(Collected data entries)
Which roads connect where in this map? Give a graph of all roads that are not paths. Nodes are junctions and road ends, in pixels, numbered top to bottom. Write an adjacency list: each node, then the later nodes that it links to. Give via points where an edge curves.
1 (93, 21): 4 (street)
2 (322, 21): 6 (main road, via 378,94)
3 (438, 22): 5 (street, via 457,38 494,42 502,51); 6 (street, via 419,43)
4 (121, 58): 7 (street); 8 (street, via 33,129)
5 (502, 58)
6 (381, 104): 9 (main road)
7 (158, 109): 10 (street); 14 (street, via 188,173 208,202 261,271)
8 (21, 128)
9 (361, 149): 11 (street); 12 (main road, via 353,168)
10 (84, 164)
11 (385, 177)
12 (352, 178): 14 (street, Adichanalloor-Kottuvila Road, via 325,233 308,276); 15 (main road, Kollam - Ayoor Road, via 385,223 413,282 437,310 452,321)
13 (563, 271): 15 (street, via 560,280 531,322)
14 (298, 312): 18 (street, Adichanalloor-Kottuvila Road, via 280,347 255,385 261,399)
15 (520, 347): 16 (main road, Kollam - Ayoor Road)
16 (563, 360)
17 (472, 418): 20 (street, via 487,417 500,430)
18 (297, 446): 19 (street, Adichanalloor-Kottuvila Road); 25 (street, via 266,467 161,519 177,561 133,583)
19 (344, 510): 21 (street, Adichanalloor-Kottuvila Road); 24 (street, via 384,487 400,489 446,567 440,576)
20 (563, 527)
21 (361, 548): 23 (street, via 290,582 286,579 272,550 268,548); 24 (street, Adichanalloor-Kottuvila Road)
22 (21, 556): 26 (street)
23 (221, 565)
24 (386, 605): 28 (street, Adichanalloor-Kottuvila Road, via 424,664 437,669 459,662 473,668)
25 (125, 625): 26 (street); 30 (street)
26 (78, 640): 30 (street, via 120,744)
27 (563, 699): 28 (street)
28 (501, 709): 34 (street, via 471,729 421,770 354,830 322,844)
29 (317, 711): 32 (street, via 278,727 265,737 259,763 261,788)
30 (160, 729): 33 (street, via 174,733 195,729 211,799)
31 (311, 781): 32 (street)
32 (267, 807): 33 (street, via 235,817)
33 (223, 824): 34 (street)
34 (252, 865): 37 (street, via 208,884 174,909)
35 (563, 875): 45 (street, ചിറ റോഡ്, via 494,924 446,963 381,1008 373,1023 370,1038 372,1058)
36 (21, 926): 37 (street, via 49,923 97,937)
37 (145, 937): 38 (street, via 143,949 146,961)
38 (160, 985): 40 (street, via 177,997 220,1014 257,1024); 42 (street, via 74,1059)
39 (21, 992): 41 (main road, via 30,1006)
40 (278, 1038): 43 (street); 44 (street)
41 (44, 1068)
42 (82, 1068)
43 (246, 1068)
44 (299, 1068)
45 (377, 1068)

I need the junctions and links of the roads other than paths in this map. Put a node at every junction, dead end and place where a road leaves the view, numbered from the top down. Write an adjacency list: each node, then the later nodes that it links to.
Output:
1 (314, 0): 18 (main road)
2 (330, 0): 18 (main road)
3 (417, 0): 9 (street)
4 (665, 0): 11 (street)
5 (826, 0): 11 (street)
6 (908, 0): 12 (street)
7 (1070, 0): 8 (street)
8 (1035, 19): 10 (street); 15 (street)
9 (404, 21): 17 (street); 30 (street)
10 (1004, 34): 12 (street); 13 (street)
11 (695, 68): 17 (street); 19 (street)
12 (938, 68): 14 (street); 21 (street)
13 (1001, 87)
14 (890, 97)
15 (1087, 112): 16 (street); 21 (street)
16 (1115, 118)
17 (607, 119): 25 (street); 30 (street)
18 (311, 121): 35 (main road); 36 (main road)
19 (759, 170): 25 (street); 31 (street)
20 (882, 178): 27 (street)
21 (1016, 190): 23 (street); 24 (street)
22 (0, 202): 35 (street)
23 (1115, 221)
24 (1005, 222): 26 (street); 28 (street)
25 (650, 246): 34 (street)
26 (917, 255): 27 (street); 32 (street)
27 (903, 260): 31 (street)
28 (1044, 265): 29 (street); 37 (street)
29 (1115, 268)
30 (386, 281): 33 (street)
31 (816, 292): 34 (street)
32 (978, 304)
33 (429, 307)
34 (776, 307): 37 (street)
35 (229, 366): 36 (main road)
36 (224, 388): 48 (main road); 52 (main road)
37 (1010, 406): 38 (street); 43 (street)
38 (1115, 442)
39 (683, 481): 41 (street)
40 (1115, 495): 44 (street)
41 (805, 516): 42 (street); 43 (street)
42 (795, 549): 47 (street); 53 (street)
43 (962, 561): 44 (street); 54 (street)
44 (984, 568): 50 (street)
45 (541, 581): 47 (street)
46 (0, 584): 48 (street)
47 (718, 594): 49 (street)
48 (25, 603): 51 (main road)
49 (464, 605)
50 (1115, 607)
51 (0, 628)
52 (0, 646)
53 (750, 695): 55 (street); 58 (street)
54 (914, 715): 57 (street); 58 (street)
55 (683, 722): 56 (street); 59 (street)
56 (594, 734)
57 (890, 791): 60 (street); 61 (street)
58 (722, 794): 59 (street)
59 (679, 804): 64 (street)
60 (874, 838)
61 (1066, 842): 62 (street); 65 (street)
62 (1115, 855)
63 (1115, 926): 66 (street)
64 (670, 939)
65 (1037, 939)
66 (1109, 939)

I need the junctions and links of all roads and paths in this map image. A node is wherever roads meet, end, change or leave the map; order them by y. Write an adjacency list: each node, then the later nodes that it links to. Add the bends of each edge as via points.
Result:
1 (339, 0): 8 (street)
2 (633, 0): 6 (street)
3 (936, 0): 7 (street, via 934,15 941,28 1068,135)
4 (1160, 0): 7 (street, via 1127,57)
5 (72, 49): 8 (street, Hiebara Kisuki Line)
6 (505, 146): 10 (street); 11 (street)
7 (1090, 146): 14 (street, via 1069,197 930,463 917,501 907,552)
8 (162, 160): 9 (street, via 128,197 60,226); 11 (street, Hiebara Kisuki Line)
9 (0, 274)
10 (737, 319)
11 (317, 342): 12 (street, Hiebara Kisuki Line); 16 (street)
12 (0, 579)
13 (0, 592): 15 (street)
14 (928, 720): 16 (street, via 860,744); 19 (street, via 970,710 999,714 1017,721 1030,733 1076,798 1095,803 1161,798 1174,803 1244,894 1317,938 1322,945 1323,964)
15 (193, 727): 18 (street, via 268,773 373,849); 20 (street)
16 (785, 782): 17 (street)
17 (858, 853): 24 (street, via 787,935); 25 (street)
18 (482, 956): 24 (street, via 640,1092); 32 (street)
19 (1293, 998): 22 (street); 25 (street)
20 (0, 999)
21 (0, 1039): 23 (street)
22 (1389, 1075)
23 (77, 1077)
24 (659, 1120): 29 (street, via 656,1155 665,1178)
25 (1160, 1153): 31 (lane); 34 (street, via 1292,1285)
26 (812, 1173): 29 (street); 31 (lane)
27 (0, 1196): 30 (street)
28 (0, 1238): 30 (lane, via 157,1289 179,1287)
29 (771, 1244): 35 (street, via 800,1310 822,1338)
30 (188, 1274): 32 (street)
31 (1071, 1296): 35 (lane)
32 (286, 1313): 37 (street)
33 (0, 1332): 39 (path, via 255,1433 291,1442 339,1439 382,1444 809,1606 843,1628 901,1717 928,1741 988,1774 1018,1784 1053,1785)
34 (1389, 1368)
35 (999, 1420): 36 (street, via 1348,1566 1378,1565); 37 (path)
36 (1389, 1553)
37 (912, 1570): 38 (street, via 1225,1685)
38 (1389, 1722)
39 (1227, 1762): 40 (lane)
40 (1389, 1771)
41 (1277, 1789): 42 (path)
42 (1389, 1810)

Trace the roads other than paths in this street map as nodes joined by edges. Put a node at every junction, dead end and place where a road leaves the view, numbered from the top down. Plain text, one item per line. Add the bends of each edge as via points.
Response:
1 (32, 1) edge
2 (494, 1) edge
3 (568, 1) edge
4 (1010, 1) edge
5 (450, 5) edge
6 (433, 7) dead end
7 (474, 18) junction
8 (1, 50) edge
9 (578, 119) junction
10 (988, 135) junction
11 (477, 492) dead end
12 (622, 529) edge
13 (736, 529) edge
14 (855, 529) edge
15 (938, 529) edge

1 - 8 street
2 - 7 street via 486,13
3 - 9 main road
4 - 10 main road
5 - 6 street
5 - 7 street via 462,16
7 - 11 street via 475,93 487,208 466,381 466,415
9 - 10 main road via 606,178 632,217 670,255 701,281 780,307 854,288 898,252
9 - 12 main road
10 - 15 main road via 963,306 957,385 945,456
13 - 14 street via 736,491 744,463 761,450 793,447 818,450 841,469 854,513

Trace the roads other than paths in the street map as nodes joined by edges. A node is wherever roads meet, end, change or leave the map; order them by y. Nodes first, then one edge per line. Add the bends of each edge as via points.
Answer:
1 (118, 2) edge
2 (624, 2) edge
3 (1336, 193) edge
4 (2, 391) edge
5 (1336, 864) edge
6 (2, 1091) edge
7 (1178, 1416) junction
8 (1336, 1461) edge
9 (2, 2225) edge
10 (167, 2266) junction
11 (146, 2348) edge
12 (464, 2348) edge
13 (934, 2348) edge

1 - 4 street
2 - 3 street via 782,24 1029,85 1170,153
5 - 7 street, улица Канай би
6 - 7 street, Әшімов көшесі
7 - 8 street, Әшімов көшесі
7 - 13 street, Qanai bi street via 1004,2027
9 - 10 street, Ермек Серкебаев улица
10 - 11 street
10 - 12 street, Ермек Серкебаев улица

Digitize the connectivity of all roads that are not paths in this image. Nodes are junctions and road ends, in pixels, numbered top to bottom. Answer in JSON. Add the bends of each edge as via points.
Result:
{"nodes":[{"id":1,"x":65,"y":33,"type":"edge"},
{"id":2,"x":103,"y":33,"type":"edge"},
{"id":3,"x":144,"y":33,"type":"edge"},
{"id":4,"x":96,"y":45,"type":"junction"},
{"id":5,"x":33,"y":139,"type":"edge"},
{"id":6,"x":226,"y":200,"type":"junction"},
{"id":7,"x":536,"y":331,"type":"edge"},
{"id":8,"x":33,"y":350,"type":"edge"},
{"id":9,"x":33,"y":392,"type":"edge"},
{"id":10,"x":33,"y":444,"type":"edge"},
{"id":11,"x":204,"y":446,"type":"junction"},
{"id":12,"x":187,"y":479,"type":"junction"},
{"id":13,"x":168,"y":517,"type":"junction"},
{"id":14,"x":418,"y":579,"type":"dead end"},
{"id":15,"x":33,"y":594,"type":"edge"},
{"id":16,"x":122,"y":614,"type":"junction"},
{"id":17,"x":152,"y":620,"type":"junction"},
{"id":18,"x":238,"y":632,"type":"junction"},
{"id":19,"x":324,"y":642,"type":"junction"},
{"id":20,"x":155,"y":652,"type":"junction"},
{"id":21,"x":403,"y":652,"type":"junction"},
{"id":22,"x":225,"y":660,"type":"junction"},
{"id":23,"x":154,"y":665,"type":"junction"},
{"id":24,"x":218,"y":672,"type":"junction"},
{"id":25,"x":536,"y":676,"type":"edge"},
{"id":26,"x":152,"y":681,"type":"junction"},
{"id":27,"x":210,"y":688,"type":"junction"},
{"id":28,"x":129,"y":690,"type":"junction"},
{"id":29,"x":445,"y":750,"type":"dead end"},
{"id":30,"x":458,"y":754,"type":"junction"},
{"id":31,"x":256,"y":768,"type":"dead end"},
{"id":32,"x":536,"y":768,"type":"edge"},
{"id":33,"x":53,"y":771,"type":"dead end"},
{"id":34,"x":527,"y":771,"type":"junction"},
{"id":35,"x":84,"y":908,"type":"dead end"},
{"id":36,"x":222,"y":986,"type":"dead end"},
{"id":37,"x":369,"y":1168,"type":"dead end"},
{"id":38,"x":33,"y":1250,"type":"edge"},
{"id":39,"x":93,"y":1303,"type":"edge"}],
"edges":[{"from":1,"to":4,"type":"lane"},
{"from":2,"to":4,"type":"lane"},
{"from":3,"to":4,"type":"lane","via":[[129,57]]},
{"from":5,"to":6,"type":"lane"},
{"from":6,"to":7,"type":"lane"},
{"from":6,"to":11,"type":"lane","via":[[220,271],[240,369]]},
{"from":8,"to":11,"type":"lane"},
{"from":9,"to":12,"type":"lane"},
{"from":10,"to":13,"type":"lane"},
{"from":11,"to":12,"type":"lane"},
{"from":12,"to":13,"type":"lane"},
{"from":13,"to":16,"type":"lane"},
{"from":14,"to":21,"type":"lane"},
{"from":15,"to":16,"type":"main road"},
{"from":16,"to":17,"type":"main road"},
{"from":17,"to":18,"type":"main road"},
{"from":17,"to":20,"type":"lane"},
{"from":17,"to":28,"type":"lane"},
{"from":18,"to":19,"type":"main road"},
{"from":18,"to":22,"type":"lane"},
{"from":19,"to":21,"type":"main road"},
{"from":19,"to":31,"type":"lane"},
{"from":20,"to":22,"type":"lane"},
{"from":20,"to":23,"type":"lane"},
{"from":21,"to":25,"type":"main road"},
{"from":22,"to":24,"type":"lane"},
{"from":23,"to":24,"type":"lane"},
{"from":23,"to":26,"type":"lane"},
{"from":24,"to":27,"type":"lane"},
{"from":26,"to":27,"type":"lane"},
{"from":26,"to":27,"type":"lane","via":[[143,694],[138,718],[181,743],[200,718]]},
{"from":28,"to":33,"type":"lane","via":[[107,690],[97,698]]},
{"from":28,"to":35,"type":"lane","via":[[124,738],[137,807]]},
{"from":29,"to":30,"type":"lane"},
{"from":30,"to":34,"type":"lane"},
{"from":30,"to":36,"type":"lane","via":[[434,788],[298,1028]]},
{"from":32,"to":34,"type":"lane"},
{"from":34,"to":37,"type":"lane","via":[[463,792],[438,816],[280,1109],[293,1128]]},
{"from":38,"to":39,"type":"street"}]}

• Work item
Only the lines that contain the string "need" should be copied from the entries above.

• The answer
I need the junctions and links of the roads other than paths in this map. Put a node at every junction, dead end and place where a road leaves the view, numbered from the top down. Write an adjacency list: each node, then the later nodes that it links to.
I need the junctions and links of all roads and paths in this map image. A node is wherever roads meet, end, change or leave the map; order them by y. Write an adjacency list: each node, then the later nodes that it links to. Add the bends of each edge as via points.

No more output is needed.